Was schrieb ich damals? Wie sehe ich das heute?

 

Damals: Zu sehr hat mich die Arbeit und die wiedergekommene Depression im Griff. Zu viele Blockaden, kann mich kaum bewegen (arbeitstechnisch ist das heftig).

Heute: halbwegs im Griff. Ich kann arbeiten, wenngleich es mich viel mehr Kraft kostet als früher. Ich muss regelmäßig mit meinen Skills arbeiten. Manchmal (heute sogar selten) scheitere ich. Dann passiert irgendwas physisch Ungesundes oder Schmerzhaftes, nur um der Seele willen.

 

Damals: Schlechte Träume, heute Nacht hatte ich geträumt, mir das Genick anzubrechen und dann zur Bewegungslosigkeit verdammt zu sein.

Heute: keine Änderung. Alpträume kommen recht regelmäßig. Schlafprobleme sind mittlerweile normal. (Heute Nacht gegen halb drei eingeschlafen, kurz nach 2 sah ich den Wecker das letzte mal). Ein Glück, dass Sonntag ist.

Damals: Bin ich am Ende, oder an einem Scheitel- und Wendepunkt?

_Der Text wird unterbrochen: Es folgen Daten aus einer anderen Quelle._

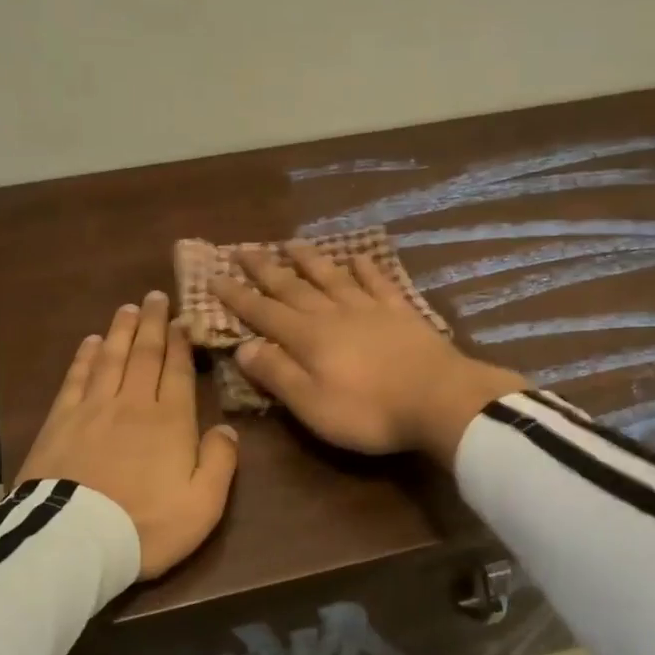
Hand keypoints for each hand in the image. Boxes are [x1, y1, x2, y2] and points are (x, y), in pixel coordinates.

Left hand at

Heute: Ich denke, und das passt auch zu Jahren der Therapie, dass ich in einem Seelen-Tunnel drin bin, der dunkel ist. Und der erst mit meinem Tod endet. Ich bin da ziemlich ernüchtert. Hoffentlich endet das mit dem Tode… denn diese Perspektive für die Ewigkeit – nicht auszuhalten. Dann lieber nie geboren sein (als ob ich es mir heraussuchen könnte). Dank Therapie konnte ich den Umgang mit den Problemen verändern (siehe oben, SVV); doch nicht die Probleme selbst.

 

Damals: Auch wenn ich mit Gott oft hadere… Vielleicht ist er doch irgendwo? Hat ein Erbarmen mit jemandem, der sich selbst und anderen im Weg ist? Der nicht „performed“?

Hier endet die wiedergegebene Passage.